Directions for this task → Only a single number is expected: how many lines of the data hold the word "edges".

Materials provided →

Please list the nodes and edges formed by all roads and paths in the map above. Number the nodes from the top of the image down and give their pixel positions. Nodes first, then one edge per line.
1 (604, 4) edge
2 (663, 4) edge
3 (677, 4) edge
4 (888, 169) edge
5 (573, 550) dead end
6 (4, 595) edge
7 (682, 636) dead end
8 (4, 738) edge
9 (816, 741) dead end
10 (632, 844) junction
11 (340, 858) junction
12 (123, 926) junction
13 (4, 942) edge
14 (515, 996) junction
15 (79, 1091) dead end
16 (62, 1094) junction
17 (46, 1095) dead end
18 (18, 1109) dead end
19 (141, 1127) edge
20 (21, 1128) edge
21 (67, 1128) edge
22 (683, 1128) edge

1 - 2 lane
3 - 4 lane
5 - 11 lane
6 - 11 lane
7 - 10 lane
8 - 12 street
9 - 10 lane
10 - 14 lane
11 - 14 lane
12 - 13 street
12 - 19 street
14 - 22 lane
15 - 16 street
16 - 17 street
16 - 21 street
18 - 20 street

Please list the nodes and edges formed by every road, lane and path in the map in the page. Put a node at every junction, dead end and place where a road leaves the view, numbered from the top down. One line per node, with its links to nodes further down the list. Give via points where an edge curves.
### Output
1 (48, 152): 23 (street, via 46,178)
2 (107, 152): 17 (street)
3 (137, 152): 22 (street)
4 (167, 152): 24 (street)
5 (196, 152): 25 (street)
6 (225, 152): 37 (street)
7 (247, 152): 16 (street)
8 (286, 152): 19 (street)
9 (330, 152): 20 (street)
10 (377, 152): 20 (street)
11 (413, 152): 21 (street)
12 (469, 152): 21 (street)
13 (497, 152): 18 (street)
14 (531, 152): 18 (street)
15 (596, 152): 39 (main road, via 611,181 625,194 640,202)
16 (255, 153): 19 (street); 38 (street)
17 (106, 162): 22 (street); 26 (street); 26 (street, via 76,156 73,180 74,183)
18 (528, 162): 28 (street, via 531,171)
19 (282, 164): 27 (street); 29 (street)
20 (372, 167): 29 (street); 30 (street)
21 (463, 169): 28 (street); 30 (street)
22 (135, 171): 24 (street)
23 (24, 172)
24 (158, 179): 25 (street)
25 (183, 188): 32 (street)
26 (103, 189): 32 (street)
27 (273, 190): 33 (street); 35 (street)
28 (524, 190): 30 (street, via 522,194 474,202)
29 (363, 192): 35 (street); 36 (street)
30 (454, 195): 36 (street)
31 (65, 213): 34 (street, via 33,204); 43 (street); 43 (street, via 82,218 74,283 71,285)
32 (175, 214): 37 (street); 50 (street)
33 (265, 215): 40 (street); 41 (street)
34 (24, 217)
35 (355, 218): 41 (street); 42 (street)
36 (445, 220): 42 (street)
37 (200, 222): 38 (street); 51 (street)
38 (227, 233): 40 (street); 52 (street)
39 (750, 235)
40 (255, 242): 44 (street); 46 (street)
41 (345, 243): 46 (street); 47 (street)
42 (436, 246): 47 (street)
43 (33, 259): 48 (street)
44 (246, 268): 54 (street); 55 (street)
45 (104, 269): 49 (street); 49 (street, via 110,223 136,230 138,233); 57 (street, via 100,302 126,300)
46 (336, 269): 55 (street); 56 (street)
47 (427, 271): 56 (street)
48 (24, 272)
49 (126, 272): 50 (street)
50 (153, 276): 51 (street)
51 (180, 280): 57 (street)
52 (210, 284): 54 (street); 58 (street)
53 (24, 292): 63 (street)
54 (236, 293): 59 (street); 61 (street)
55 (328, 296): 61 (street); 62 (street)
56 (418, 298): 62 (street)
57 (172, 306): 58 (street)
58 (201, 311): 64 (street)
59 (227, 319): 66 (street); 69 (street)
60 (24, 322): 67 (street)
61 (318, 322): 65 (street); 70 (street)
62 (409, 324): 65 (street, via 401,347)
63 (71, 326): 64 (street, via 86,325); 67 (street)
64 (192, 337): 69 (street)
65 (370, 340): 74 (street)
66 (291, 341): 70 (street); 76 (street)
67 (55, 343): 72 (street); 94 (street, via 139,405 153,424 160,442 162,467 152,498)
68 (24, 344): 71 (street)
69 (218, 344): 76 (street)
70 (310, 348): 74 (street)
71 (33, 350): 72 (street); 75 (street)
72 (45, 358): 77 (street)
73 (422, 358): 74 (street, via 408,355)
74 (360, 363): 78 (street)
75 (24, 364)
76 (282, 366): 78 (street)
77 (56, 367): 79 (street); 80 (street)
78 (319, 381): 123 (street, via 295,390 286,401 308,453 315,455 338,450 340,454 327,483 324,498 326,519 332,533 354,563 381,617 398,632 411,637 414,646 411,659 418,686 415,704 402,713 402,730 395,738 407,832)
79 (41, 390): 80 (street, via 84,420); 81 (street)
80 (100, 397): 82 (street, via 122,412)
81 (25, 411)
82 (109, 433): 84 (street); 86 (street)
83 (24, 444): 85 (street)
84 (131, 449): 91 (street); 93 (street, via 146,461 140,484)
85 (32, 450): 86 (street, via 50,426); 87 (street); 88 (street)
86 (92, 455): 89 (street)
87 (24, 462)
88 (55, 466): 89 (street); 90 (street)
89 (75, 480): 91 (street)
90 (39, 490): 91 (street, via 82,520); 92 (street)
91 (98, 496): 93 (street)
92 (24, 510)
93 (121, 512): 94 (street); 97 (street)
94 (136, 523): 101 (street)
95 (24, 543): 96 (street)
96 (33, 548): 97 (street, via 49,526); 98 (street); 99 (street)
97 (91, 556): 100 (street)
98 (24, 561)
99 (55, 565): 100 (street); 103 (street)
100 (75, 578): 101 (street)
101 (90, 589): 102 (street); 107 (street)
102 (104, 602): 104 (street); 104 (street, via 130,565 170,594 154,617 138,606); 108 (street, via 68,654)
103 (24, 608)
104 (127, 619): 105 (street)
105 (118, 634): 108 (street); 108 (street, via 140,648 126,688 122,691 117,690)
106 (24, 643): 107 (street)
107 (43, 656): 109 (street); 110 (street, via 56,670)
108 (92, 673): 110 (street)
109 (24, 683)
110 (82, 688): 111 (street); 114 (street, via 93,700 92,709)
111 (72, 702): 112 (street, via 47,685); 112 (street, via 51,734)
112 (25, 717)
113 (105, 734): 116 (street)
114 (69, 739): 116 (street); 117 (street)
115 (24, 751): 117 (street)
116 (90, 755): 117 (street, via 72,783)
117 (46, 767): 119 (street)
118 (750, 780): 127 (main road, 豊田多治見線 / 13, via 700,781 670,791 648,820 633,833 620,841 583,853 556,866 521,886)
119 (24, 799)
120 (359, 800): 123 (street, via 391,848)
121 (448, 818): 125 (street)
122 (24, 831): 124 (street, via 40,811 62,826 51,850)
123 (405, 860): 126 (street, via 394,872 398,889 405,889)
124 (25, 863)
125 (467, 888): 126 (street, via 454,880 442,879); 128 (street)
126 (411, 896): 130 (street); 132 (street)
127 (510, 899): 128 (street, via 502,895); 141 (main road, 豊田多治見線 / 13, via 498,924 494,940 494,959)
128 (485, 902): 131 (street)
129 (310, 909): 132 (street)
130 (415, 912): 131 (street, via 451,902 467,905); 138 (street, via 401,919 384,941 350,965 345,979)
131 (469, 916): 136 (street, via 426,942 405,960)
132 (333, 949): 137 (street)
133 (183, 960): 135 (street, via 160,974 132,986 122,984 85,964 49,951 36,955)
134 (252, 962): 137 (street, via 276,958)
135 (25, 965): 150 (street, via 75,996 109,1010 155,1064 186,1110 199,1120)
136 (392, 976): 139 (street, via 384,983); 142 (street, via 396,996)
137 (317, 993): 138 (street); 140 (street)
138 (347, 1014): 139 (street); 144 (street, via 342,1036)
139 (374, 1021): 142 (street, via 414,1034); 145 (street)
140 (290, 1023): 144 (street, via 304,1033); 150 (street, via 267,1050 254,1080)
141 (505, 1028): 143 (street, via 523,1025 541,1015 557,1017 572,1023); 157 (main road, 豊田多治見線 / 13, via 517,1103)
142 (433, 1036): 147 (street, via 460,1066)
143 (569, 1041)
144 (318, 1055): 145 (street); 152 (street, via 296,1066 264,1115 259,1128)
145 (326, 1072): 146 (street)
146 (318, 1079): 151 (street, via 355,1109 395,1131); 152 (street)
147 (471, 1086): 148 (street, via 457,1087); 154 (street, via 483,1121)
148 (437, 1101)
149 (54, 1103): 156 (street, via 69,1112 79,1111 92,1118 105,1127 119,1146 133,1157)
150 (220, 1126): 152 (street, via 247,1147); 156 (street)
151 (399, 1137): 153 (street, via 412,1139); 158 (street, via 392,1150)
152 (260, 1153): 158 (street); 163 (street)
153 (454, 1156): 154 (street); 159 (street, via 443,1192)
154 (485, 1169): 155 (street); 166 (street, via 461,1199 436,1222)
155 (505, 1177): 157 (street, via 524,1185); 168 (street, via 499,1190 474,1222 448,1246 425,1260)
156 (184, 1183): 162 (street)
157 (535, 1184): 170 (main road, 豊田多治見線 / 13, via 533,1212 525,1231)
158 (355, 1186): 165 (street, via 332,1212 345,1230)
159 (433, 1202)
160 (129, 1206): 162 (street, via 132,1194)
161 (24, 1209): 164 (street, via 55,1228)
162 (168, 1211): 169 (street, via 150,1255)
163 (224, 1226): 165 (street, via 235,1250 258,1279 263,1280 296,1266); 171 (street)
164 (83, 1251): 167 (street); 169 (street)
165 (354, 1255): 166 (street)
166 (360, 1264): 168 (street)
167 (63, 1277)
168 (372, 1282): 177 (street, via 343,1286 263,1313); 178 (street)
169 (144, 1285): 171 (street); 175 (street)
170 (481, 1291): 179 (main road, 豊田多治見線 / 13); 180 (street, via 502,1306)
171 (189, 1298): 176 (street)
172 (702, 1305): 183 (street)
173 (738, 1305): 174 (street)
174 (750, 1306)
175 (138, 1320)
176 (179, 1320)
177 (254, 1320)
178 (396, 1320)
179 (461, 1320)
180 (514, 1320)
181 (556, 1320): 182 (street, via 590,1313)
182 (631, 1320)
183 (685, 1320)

Reply to the task → 2